Anda mungkin tak akan lupa foto yang ada di buku sejarah. Kalau
melihat gambar hitam putih ada orang ditandu, kita langsung berpikir.
Jederal Sudirman. Kini tandu tersebut diabadikan di museum Museum
Satria Mandala
Lalu bagaimana dengan nasib para pemikul tandunya? Berikut tulisan tentang nasib mereka yang saya ambil dari malangraya.web.id
Perjuangan kemerdekaan bangsa Indonesia memang takkan pernah
dilupakan rakyat. Akan tetapi, tak banyak sosok pejuang yang bisa
diingat rakyat. Djuwari (82 tahun), barangkali satu
dari sekian banyak pejuang yang terlupakan. Kakek yang pernah memanggul
tandu Panglima Besar Jenderal Soedirman itu, kini masih berkubang dalam
kemiskinan.
Tepat pada peringatan proklamasi 17 Agustus, Malang Post berusaha menelusuri jejak pemanggul tandu sang Panglima Besar. Djuwari berdomisili di Dusun Goliman, Desa Parang Kecamatan Banyakan Kabupaten Kediri,
kaki Gunung Wilis. Kampungnya merupakan titik start rute gerilya
Panglima Besar Sudirman Kediri-Nganjuk sepanjang sekitar 35 km.

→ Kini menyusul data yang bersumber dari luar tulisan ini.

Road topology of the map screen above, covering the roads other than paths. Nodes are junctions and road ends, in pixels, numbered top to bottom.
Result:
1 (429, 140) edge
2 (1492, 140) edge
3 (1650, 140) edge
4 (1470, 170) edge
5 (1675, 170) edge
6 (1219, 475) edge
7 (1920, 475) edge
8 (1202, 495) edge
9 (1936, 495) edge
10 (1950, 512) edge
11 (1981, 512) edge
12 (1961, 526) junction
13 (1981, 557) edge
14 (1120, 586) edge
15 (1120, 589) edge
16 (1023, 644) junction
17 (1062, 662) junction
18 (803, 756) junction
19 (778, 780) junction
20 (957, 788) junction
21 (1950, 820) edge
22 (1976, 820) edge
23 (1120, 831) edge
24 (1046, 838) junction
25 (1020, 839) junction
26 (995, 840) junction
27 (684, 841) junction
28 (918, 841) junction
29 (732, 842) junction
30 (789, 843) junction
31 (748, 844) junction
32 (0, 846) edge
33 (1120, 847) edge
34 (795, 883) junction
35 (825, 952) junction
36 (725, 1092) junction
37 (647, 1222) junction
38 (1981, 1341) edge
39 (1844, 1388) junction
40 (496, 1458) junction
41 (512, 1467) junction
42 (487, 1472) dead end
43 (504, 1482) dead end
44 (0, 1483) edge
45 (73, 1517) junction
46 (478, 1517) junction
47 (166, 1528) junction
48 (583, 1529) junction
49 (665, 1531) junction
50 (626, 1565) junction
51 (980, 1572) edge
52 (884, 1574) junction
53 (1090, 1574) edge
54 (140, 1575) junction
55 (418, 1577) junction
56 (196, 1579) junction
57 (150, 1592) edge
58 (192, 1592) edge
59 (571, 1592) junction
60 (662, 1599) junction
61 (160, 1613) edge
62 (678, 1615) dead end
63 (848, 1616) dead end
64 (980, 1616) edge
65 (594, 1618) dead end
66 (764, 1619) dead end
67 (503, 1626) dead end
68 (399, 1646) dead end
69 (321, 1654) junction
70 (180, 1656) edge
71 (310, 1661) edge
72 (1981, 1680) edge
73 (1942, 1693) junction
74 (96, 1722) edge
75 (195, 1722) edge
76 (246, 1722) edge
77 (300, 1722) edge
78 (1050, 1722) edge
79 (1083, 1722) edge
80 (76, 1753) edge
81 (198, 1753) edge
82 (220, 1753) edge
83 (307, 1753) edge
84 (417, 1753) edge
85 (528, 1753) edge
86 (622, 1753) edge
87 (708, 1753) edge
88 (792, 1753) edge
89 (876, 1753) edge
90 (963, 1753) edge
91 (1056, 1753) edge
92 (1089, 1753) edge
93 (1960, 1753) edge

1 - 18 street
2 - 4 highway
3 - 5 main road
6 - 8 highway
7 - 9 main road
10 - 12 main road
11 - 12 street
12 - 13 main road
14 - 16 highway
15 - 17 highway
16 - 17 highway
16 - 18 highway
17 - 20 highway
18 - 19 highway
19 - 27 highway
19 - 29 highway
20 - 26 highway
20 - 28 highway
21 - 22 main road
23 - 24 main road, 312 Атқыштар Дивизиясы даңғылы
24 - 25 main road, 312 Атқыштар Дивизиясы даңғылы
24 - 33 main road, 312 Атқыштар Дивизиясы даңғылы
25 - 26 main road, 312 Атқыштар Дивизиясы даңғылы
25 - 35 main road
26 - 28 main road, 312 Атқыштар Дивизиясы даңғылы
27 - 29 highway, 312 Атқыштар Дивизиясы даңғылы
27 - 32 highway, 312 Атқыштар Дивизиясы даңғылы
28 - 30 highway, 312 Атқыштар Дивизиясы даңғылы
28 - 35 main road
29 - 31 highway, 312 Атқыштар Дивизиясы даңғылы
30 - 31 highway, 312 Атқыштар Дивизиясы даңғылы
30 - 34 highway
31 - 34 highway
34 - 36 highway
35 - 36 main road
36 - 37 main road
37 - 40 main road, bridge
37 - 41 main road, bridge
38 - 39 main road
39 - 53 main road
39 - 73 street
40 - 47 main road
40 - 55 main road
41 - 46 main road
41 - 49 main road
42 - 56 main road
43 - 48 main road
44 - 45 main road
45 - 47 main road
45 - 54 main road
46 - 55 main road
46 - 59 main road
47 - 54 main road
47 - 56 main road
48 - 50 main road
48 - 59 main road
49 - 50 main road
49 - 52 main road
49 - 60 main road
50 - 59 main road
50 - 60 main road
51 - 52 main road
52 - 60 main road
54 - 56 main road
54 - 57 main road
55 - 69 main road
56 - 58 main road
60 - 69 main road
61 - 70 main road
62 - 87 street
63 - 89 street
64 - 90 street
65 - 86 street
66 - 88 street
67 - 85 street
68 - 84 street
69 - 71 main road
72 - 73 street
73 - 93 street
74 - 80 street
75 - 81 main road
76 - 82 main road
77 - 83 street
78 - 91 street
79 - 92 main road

Dari Malang, dusun Goliman bisa ditempuh dalam waktu sekitar empat
jam perjalanan darat. Kabupaten Kediri lebih dekat di tempuh lewat Kota
Batu, melewati Kota Pare Kediri hingga menyusur Tugu Simpang Gumul ikon
Kabupaten Kediri. Terus melaju ke jurusan barat, jalur ke Dusun Goliman
tak terlalu sulit ditemukan.
Sejam melewati jalur mendaki di pegunungan Wilis, Malang Post pun
tiba di pedusunan yang tengah diterpa kemarau. Rute Gerilya Panglima
Besar Jenderal Soedirman memang sangat jauh dari keramaian kota. Titik
start gerilya berada di kampung yang dikepung bukit-bukit tinggi dan
tebing andesit.
“Inggih leres, kulo Djuwari, sampeyan saking pundi?” kata seorang
kakek yang tengah duduk sambil memegang tongkat di sudut rumah warga
Dusun Goliman.
Melihat sosok Djuwari tak nampak kegagahan pemuda berumur 21 tahun,
yang 61 tahun lalu memanggul Panglima Besar. Namun dipandang lebih
dekat, baru tampak sisa-sisa kepahlawanan pemuda Djuwari. Sorot mata
kakek 13 cucu itu masih menyala, menunjukkan semangat
perjuangan periode awal kemerdekaan.
Sang pemanggul tandu Panglima Besar itu mengenakan baju putih
teramat lusuh yang tidak dikancingkan. Sehingga angin pegunungan serta
mata manusia bebas memandang perut keriputnya yang memang kurus.
Sedangkan celana pendek yang dipakai juga tak kalah lusuh dibanding baju
atasan.
Rumah-rumah di Dusun Goliman termasuk area kediaman Djuwari tak
begitu jauh dari kehidupan miskin. Beberapa rumah masih berdinding
anyaman bambu, jika ada yang bertembok pastilah belum dipermak semen.
Sama halnya dengan kediaman Djuwari yang amat sederhana dan belum
dilengkapi lantai.
“Sing penting wes tau manggul Jenderal, Pak Dirman. Aku manggul
teko Goliman menyang Bajulan, iku mlebu Nganjuk,” ujar suami almarhum
Saminah itu ketika ditanya balas jasa perjuangannya.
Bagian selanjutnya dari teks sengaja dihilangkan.